═══ Dataset records
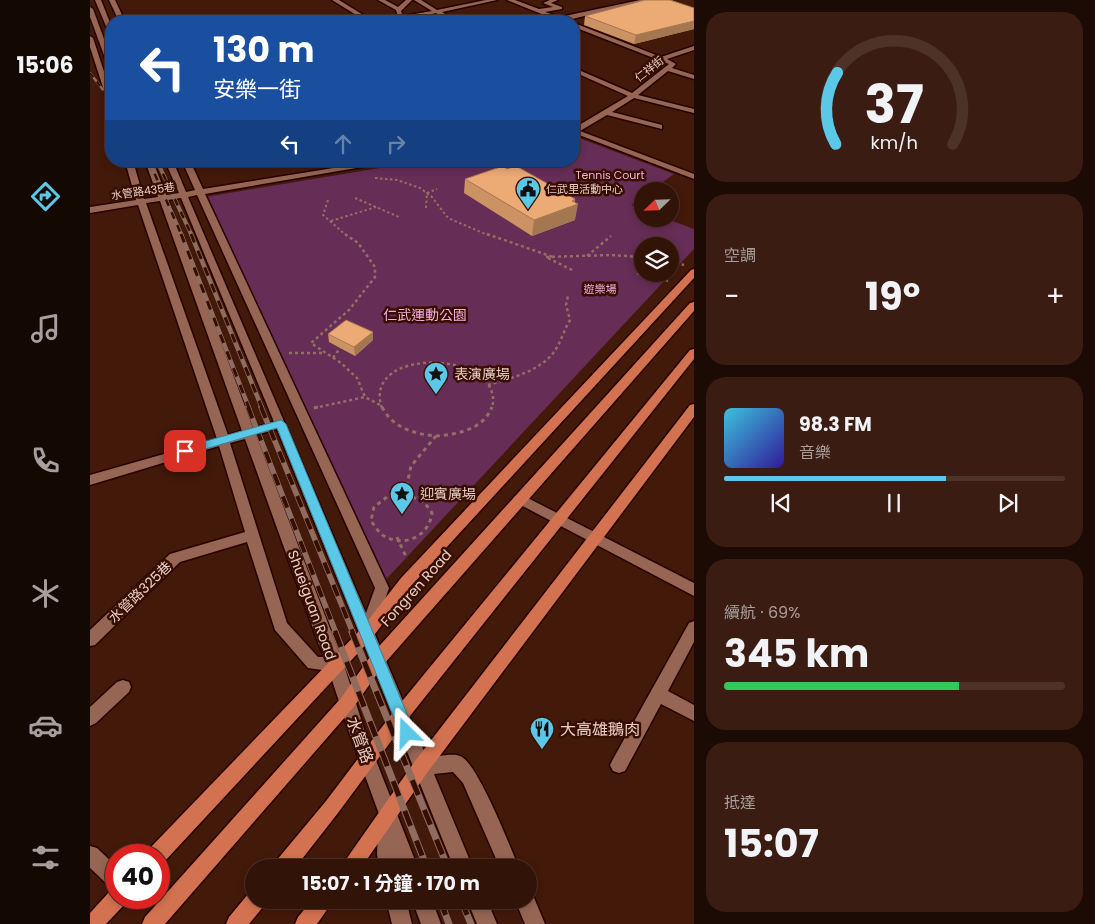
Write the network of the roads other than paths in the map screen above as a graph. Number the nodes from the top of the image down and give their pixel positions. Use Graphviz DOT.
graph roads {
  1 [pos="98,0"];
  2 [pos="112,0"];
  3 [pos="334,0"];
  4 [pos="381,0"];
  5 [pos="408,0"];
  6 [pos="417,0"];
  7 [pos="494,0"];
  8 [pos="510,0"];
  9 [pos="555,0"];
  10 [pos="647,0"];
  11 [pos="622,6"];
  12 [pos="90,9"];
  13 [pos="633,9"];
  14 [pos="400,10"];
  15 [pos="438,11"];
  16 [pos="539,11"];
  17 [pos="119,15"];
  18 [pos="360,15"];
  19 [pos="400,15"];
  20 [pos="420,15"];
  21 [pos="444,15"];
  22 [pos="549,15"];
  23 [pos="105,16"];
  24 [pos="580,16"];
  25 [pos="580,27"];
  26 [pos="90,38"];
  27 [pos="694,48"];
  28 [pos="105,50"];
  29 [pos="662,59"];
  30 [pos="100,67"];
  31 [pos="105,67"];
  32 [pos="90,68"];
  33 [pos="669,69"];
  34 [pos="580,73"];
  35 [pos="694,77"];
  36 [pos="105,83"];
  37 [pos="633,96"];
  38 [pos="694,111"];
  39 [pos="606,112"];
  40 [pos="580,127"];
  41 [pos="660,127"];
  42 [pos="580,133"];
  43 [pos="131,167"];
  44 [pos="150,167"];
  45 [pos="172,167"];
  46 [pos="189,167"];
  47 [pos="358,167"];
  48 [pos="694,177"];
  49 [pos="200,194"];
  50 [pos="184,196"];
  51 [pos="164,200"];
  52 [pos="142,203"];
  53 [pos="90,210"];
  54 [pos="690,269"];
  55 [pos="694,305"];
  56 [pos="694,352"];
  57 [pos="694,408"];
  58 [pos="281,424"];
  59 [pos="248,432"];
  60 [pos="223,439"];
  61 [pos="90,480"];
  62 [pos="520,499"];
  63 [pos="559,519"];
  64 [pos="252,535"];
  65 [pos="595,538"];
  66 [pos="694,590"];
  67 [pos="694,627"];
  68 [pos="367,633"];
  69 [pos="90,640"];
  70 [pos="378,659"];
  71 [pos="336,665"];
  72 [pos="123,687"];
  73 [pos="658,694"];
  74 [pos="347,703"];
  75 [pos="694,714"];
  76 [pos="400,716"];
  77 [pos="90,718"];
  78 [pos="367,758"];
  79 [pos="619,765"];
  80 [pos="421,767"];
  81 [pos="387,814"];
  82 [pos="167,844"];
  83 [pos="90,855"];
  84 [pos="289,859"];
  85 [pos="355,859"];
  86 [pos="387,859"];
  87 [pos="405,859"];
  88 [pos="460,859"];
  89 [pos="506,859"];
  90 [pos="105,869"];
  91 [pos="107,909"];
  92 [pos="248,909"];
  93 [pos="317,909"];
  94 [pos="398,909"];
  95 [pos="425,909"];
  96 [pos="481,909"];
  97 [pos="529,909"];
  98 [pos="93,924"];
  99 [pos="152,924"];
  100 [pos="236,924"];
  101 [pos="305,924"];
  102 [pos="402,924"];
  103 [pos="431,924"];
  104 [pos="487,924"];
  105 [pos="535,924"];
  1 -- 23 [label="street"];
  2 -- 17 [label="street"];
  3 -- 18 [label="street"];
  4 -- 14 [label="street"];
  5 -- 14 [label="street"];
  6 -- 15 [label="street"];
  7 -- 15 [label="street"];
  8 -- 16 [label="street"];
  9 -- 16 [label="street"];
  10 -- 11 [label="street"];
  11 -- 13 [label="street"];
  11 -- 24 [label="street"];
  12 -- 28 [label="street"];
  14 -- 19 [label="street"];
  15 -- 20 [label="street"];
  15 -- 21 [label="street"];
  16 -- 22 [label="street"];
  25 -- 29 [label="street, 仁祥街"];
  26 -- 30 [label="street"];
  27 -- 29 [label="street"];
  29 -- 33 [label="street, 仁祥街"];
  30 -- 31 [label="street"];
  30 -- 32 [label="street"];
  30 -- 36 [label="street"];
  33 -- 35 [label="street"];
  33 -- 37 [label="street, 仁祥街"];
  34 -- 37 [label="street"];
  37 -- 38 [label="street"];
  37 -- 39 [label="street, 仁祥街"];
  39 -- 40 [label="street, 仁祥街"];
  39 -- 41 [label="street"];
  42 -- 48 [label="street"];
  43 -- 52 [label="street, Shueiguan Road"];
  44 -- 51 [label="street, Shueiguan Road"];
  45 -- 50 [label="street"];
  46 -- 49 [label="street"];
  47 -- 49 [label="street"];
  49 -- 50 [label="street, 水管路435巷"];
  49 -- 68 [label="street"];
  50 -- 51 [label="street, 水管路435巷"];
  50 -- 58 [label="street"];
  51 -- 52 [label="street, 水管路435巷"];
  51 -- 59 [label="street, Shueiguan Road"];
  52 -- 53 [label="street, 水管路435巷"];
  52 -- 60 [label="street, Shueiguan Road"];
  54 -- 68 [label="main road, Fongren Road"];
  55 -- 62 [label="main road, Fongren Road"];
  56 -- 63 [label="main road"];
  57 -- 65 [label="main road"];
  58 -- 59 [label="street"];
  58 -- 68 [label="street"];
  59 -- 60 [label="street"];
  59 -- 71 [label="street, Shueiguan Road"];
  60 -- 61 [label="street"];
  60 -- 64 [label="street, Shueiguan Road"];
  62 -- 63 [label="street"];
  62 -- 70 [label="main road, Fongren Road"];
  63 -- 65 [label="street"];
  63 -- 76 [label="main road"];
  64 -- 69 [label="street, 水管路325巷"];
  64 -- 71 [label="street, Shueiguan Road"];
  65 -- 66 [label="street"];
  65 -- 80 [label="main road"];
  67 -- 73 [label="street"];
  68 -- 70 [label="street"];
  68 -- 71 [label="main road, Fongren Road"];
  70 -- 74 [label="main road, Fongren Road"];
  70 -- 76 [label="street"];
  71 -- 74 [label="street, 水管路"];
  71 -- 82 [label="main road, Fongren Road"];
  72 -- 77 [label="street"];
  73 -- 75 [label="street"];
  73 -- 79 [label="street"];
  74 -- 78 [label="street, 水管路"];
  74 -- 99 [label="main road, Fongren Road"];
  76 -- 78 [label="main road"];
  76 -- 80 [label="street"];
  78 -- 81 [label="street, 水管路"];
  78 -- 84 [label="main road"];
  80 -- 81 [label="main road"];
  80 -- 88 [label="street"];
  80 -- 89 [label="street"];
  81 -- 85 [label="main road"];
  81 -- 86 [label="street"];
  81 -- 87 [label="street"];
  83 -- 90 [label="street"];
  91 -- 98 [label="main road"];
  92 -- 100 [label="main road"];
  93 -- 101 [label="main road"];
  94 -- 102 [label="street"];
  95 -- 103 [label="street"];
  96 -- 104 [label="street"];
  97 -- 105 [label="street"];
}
══════
Task » Look through the material above and pick out each line holding the word "roads".

Response to the exercise »
Write the network of the roads other than paths in the map screen above as a graph. Number the nodes from the top of the image down and give their pixel positions. Use Graphviz DOT.
graph roads {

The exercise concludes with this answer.